Design of ocular drug delivery platforms and in vitro - in vivo evaluation of riboflavin to the cornea by non-interventional (epi-on) technique for keratoconus treatment

Abstract

Aim: Keratoconus is a common and progressive eye disease characterized by thinning and tapering of the cornea. This degenerative eye disease is currently treated in the clinic with an interventional technique (epi-off) that can cause serious side effects as a result of the surgical procedure. The aim of this project is to design innovative formulations for the development of a riboflavin-containing medicinal product to develop a non-invasive (epi-on) keratoconus treatment as an alternative to current treatment modalities. Methods: Nanostructured lipid carriers (NLCs) were successfully loaded with either riboflavin base of riboflavin-5-phosphate sodium and designed with either Stearylamine (positive charge) or Trancutol P (permeation enhancer). In vitro characterization studies, cytotoxicity and permeability studies were performed.

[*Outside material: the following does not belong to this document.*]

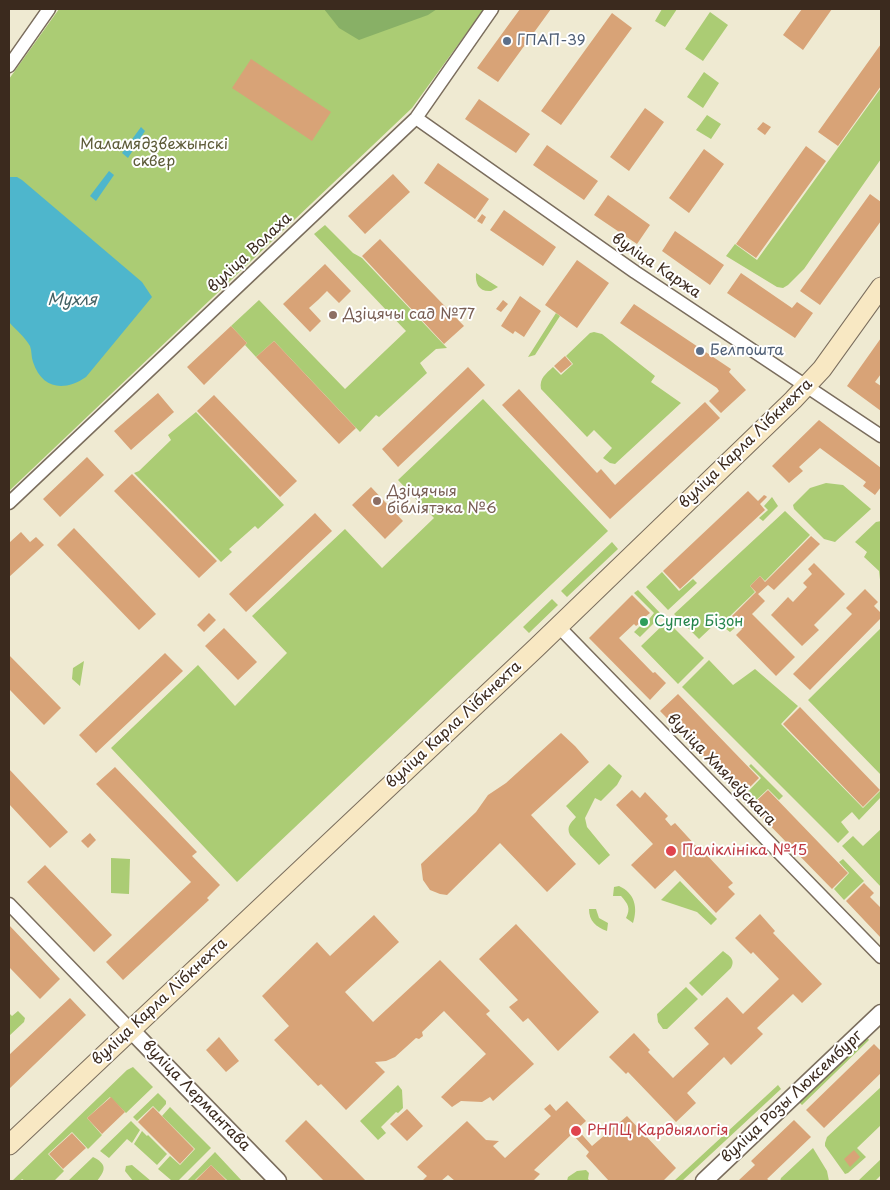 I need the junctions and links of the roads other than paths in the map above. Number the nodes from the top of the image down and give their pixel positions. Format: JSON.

Selected formulations and commercial preparations were applied and compared in ex-vivo corneal drug accumulation and transition studies. Furthermore, in vivo studies were performed to assess drug accumulation in the rat cornea and the corneal stability after NLC treatment was investigated via a biomechanical study on isolated rabbit corneas. Results: Both in vitro and ex-vivo as well as in vivo data showed that from the prepared NLC formulations, the most effective formulation was riboflavin-5-phosphate sodium containing NLC with Transcutol P as permeation enhancer. It possessed the highest drug loading content, low accumulation in the cornea but high permeability through the cornea as well as the highest functional performance in corneal crosslinking. Conclusion: Topical application of riboflavin-5-phosphate sodium loaded NLC systems designed with permeation enhancer Transcutol P may act as a potential alternative for non-invasive keratoconus treatments.